◆ DESCRIPTION OF THE TASK
Using the word "Joan" as the filter, copy each matching line from the records.

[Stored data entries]
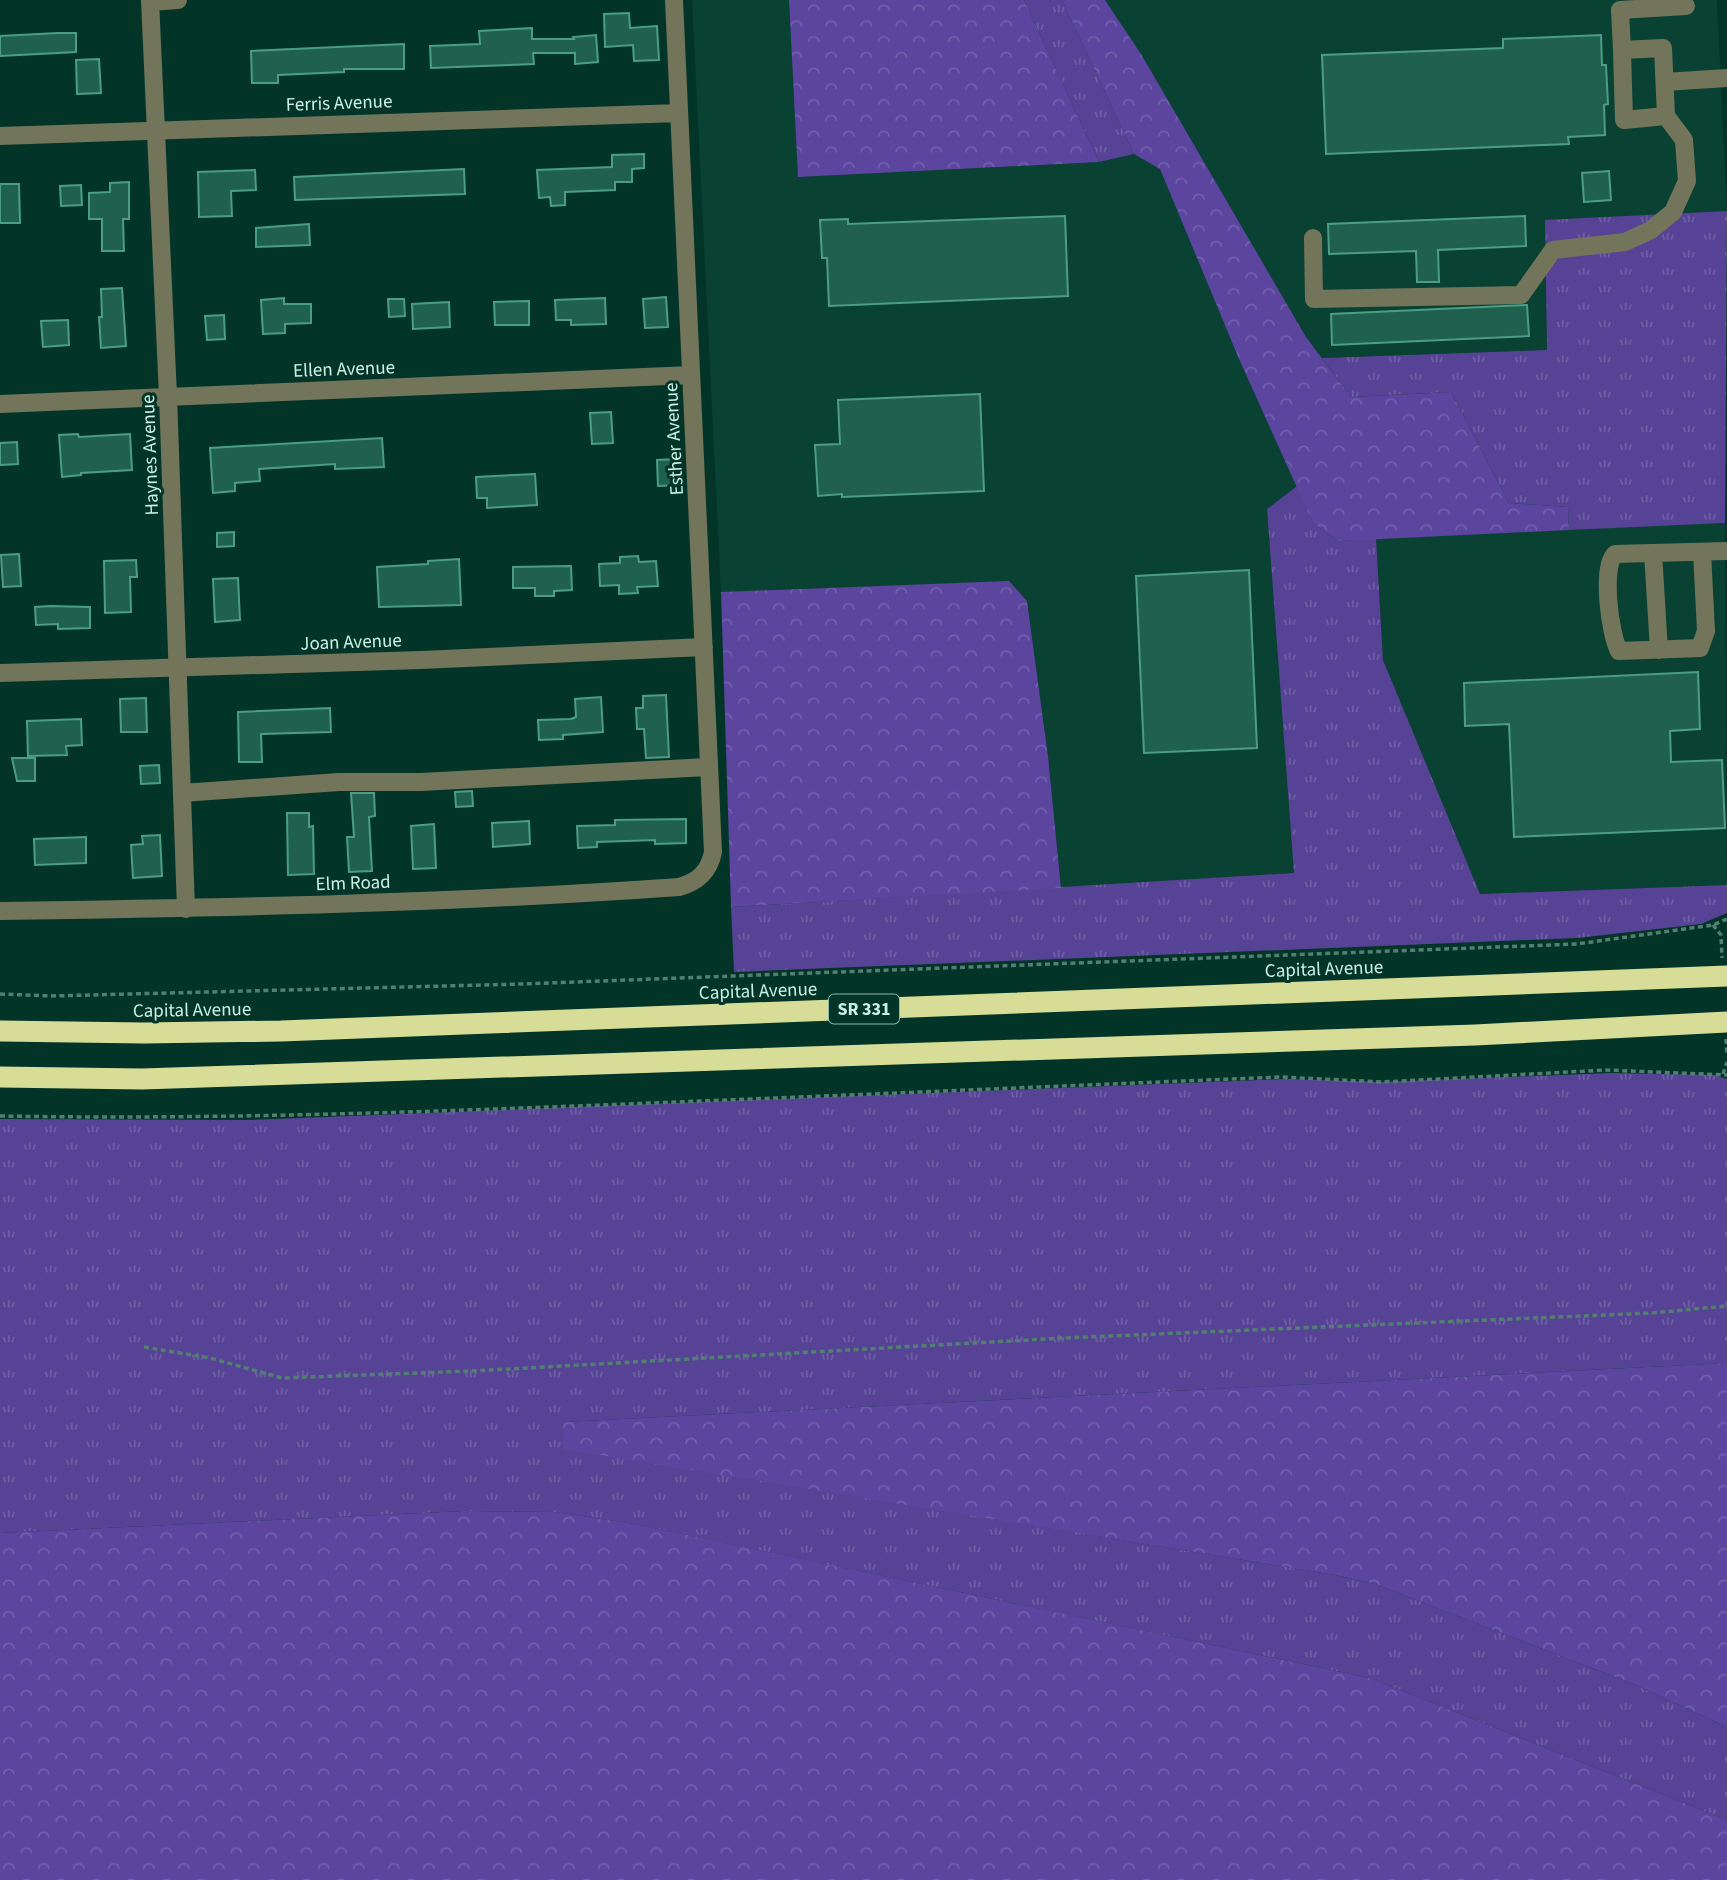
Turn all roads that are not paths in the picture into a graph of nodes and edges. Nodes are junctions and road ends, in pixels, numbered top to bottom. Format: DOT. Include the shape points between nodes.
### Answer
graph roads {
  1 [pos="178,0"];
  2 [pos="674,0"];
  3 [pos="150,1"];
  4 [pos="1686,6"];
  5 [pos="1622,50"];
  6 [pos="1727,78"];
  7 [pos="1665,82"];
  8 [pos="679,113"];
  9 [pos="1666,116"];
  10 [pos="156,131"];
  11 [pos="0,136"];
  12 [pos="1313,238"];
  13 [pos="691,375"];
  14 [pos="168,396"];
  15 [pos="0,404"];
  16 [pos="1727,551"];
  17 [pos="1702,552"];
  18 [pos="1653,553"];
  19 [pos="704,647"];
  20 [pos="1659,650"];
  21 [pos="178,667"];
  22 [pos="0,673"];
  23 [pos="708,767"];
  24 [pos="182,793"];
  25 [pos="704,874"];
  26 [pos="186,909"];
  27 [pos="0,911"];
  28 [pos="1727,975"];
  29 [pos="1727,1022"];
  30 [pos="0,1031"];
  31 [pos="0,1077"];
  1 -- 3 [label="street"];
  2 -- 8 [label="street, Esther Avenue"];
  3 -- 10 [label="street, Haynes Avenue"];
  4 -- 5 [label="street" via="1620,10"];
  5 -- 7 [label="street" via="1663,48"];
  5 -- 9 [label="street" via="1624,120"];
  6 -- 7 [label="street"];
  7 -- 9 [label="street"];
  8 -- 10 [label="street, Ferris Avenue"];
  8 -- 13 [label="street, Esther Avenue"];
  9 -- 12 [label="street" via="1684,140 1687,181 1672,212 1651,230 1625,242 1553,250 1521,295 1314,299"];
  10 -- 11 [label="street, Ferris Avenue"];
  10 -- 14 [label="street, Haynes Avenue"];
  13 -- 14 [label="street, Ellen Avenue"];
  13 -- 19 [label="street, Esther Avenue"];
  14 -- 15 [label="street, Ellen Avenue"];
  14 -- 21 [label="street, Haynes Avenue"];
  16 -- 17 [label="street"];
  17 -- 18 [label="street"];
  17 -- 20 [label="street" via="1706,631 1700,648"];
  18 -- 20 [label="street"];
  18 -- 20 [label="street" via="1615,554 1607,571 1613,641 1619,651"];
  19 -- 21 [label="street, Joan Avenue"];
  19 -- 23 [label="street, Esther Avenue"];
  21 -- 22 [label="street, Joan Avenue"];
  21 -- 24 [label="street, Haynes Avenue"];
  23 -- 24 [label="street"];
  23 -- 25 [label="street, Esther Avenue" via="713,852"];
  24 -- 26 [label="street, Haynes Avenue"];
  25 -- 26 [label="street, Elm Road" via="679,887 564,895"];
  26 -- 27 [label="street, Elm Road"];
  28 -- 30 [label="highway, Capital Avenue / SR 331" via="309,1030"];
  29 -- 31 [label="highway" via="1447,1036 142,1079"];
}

◆ SOLUTION FOR THIS PROBLEM
  19 -- 21 [label="street, Joan Avenue"];
  21 -- 22 [label="street, Joan Avenue"];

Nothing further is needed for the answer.